Last updated October 16, 2020
In AI Mysteries

NLP Primer: Help Machines Understand Our Language

Share

Published on September 18, 2018

by Kishan Maladkar

Understanding the human language is one of the most complex tasks for a machine, but with the current artificial intelligence trend, it is getting easier day by day. With tons of frameworks and libraries available in Python, natural language processing can be used to analyse the text and help the computer to understand, translate or reproduce data into desired languages. One can implement these techniques on our hackathon platform to test their skills

In this article we shall analyse a text document consisting of a short description of Vikings’ era. We will also implement techniques used in NLP to process the data for the machine to understand.
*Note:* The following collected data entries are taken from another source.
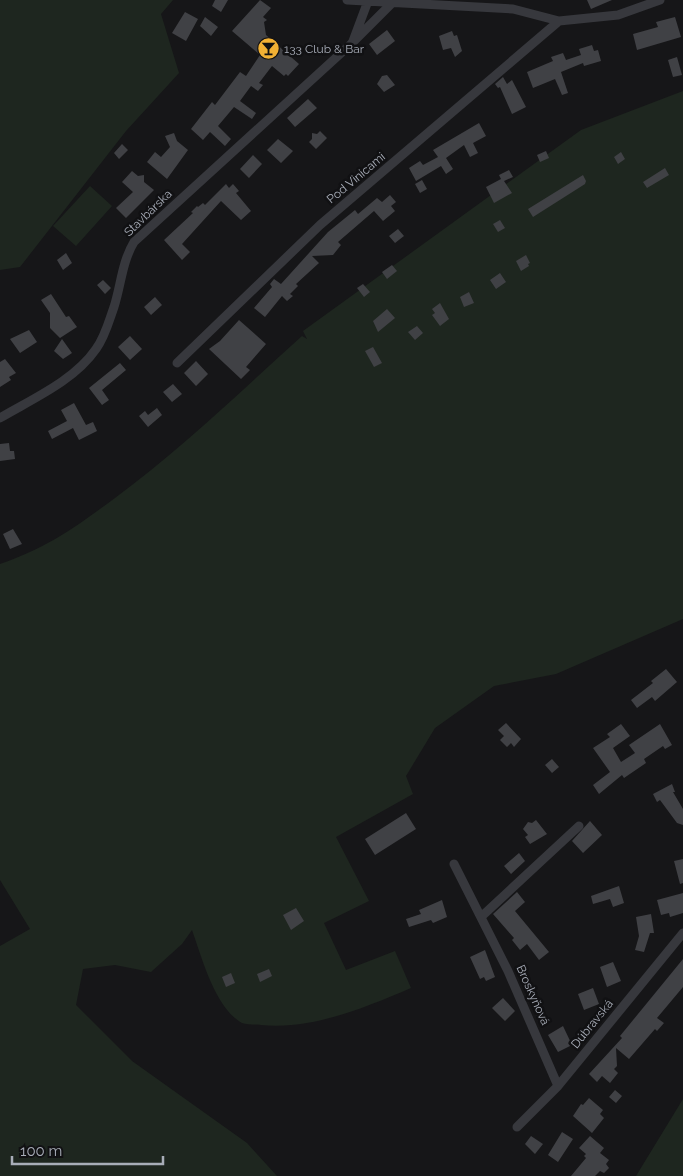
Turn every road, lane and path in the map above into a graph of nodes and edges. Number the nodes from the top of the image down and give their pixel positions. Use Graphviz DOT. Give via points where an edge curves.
graph roads {
  1 [pos="347,0"];
  2 [pos="660,0"];
  3 [pos="368,1"];
  4 [pos="392,2"];
  5 [pos="454,2"];
  6 [pos="514,4"];
  7 [pos="559,21"];
  8 [pos="351,44"];
  9 [pos="177,363"];
  10 [pos="0,418"];
  11 [pos="579,826"];
  12 [pos="454,864"];
  13 [pos="481,917"];
  14 [pos="683,933"];
  15 [pos="558,1086"];
  16 [pos="517,1127"];
  1 -- 3 [label="street"];
  2 -- 7 [label="street" via="618,15"];
  3 -- 4 [label="street"];
  3 -- 8 [label="street, Stavbárska"];
  4 -- 5 [label="street"];
  4 -- 8 [label="street, Stavbárska"];
  5 -- 6 [label="street"];
  6 -- 7 [label="street"];
  7 -- 9 [label="street, Pod Vinicami" via="320,225"];
  8 -- 10 [label="street, Stavbárska" via="134,242 126,255 108,326 96,350 55,386"];
  11 -- 13 [label="street"];
  12 -- 13 [label="street, Broskyňová"];
  13 -- 15 [label="street, Broskyňová"];
  14 -- 15 [label="street, Dúbravská"];
  15 -- 16 [label="street, Dúbravská"];
}
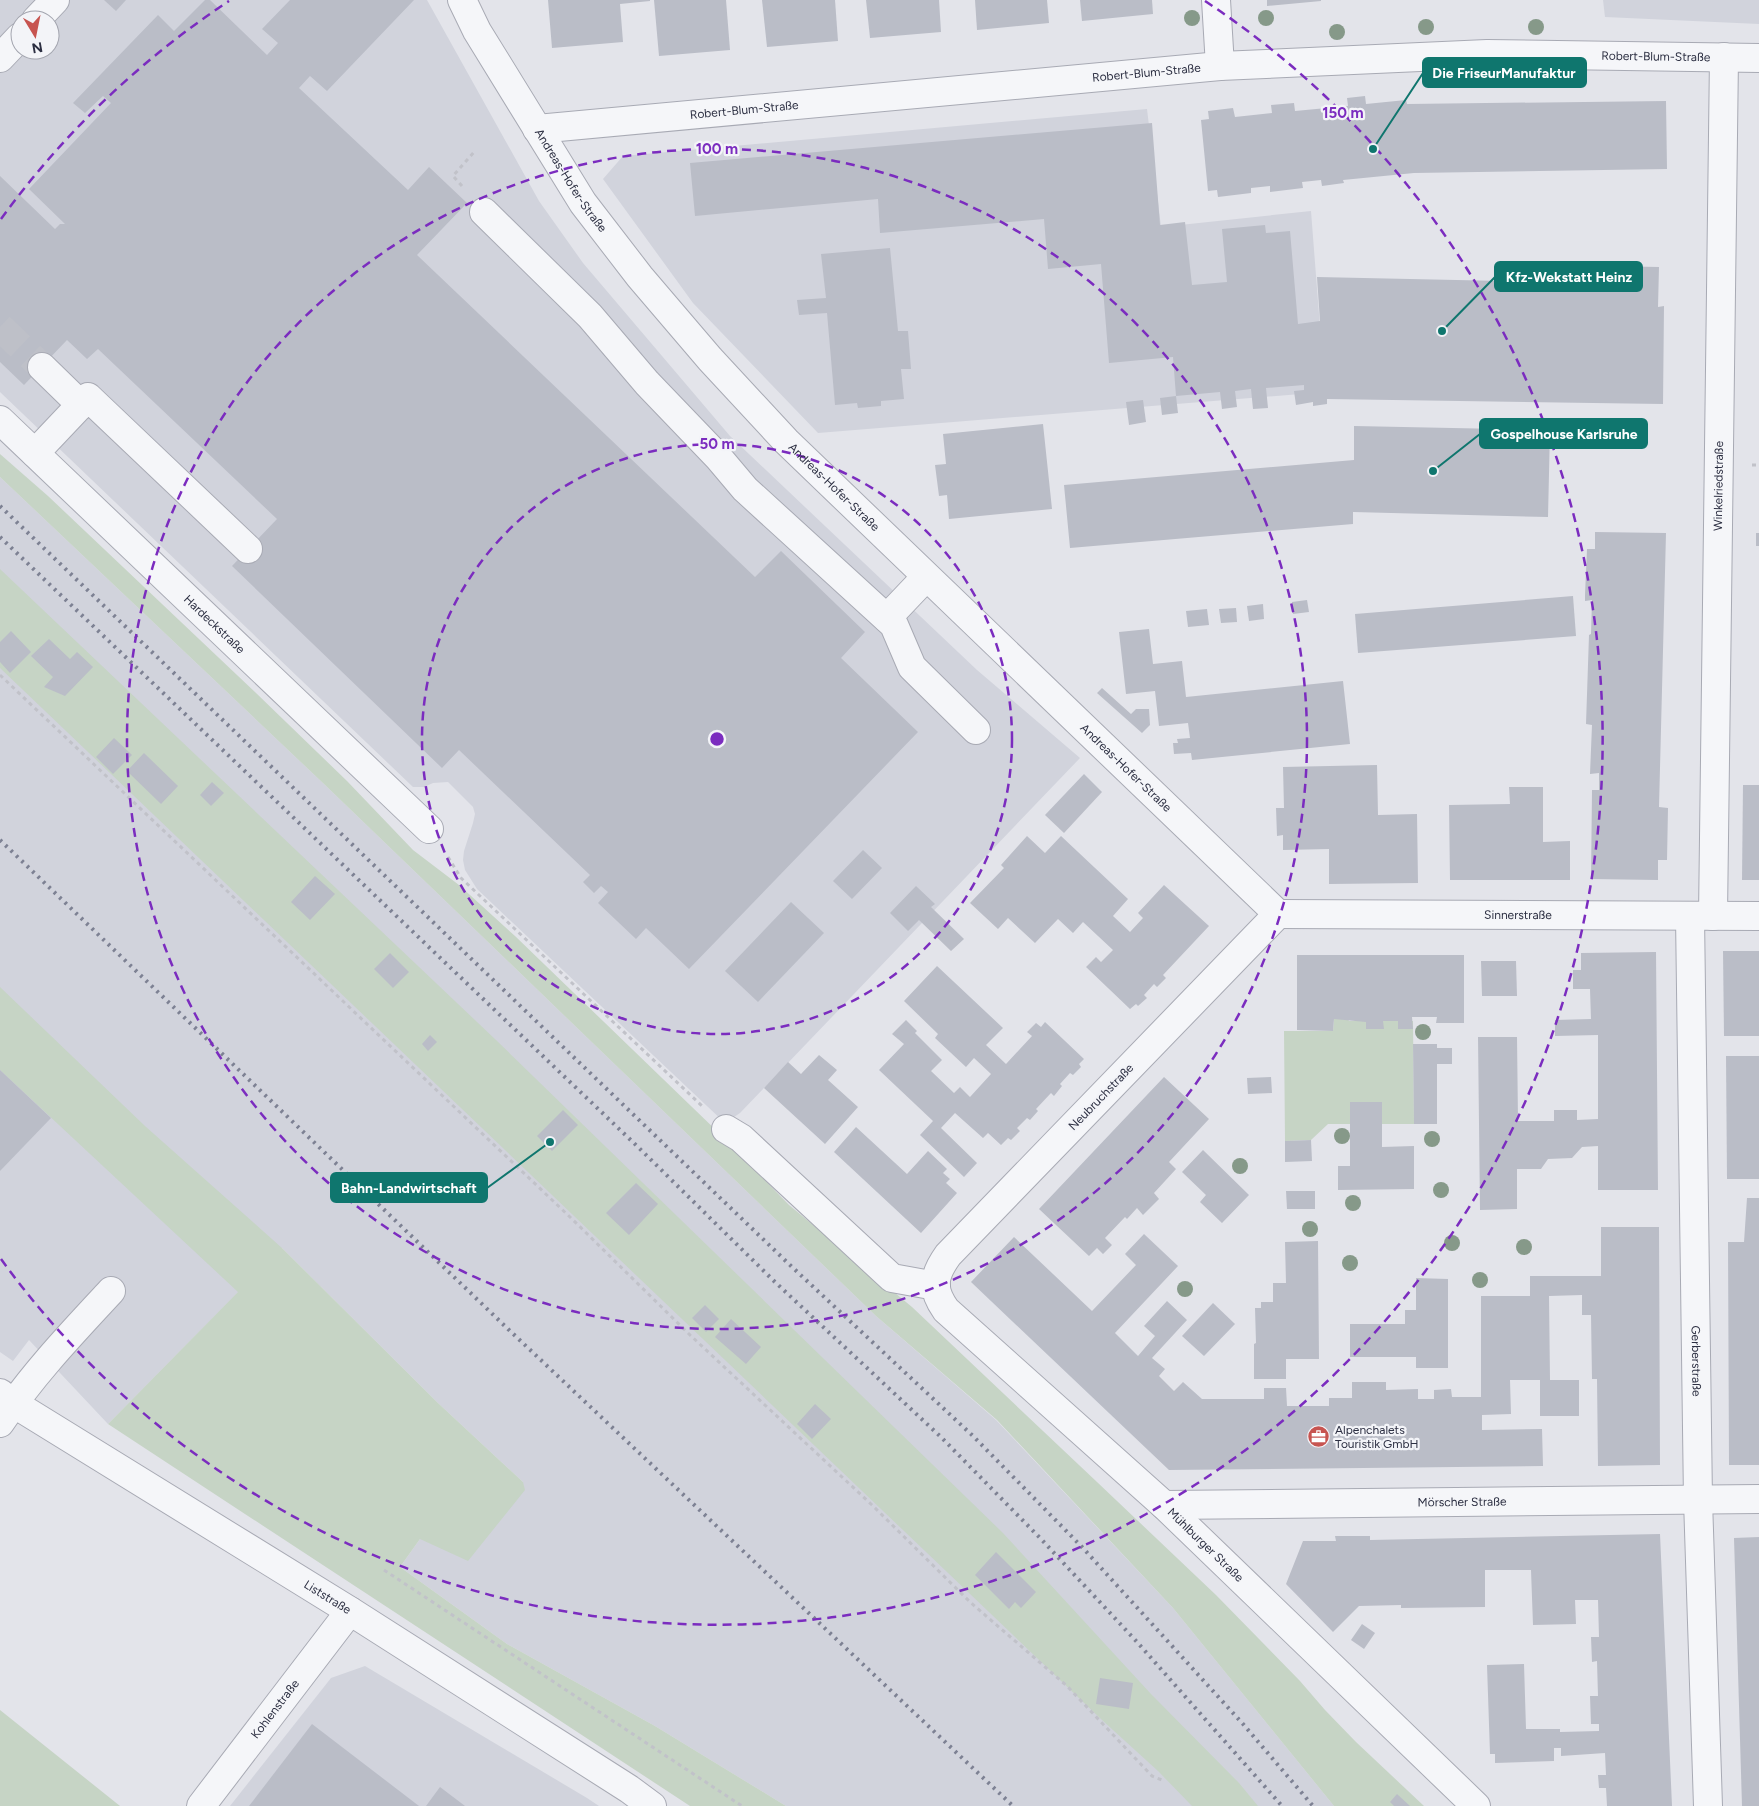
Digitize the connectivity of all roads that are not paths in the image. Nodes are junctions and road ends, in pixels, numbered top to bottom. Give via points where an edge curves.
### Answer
1 (55, 0) edge
2 (462, 0) edge
3 (1216, 0) edge
4 (46, 10) edge
5 (10, 48) edge
6 (1724, 57) junction
7 (0, 58) edge
8 (1759, 58) edge
9 (1220, 66) junction
10 (538, 129) junction
11 (484, 212) dead end
12 (42, 368) tunnel mouth
13 (80, 404) junction
14 (0, 420) edge
15 (35, 453) junction
16 (248, 549) dead end
17 (926, 577) junction
18 (886, 618) junction
19 (976, 730) dead end
20 (429, 828) road end
21 (1278, 914) junction
22 (1701, 916) junction
23 (1759, 916) edge
24 (726, 1129) road end
25 (936, 1286) junction
26 (111, 1292) dead end
27 (4, 1406) edge
28 (1759, 1499) edge
29 (1698, 1500) junction
30 (1164, 1505) junction
31 (350, 1611) junction
32 (623, 1798) edge
33 (201, 1806) edge
34 (652, 1806) edge
35 (1476, 1806) edge
36 (1708, 1806) edge

1 - 4 street
2 - 10 street, Andreas-Hofer-Straße via 477,31
3 - 9 street
5 - 7 street
6 - 8 street, Robert-Blum-Straße
6 - 9 street, Robert-Blum-Straße via 1487,54
6 - 22 street, Winkelriedstraße
9 - 10 street, Robert-Blum-Straße
10 - 17 street, Andreas-Hofer-Straße via 584,203 640,277 710,359 786,441
11 - 18 street via 590,316 745,489
12 - 13 street
13 - 15 street
13 - 16 street via 88,397
14 - 15 street, Hardeckstraße
15 - 20 street, Hardeckstraße
17 - 18 street
17 - 21 street, Andreas-Hofer-Straße
18 - 19 street via 894,625 912,668
21 - 22 street, Sinnerstraße
21 - 25 street, Neubruchstraße via 948,1255 938,1269
22 - 23 street, Sinnerstraße
22 - 29 street, Gerberstraße
24 - 25 street via 741,1138 892,1278
25 - 30 street, Mühlburger Straße via 938,1298 946,1310
26 - 27 street
27 - 31 street, Liststraße
28 - 29 street, Mörscher Straße
29 - 30 street, Mörscher Straße
29 - 36 street, Gerberstraße
30 - 35 street, Mühlburger Straße
31 - 32 street, Liststraße
31 - 33 street, Kohlenstraße
32 - 34 street, Liststraße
The basic NLP tasks consists of the following:

Splitting text into minimal meaningful units (Tokenisation)
Converting a sentence into a dictionary form (Lemmatisation)
Converting a sentence into focus words (Stemming)
Cleaning the data
Lowercase conversion
Finding the term frequency matrix

Before we start with the data processing part, let us have a look at the text we are going to analyse and process.

“The fast design of Viking ships was essential to their hit-and-run raids. For instance, in the sacking of Frisia in the early 9th century, Charlemagne mobilized his troops as soon as he heard of the raid, but completely missed the Vikings when he arrived. The Vikings’ ships gave them an element of surprise. Often traveling in small packs, or bands, they could easily go undetected, swiftly enter a village or monastery, pillage and collect booty, and leave before reinforcements arrived. Vikings understood the advantages of the long ships’ mobility, and used them to a great extent. Viking fleets would often sail past the horizon of a bay they planned to raid as they traveled up a coast from one town to the next. This allowed them to stay out of sight in their small bands. They often lowered the mast on these occasions to avoid detection.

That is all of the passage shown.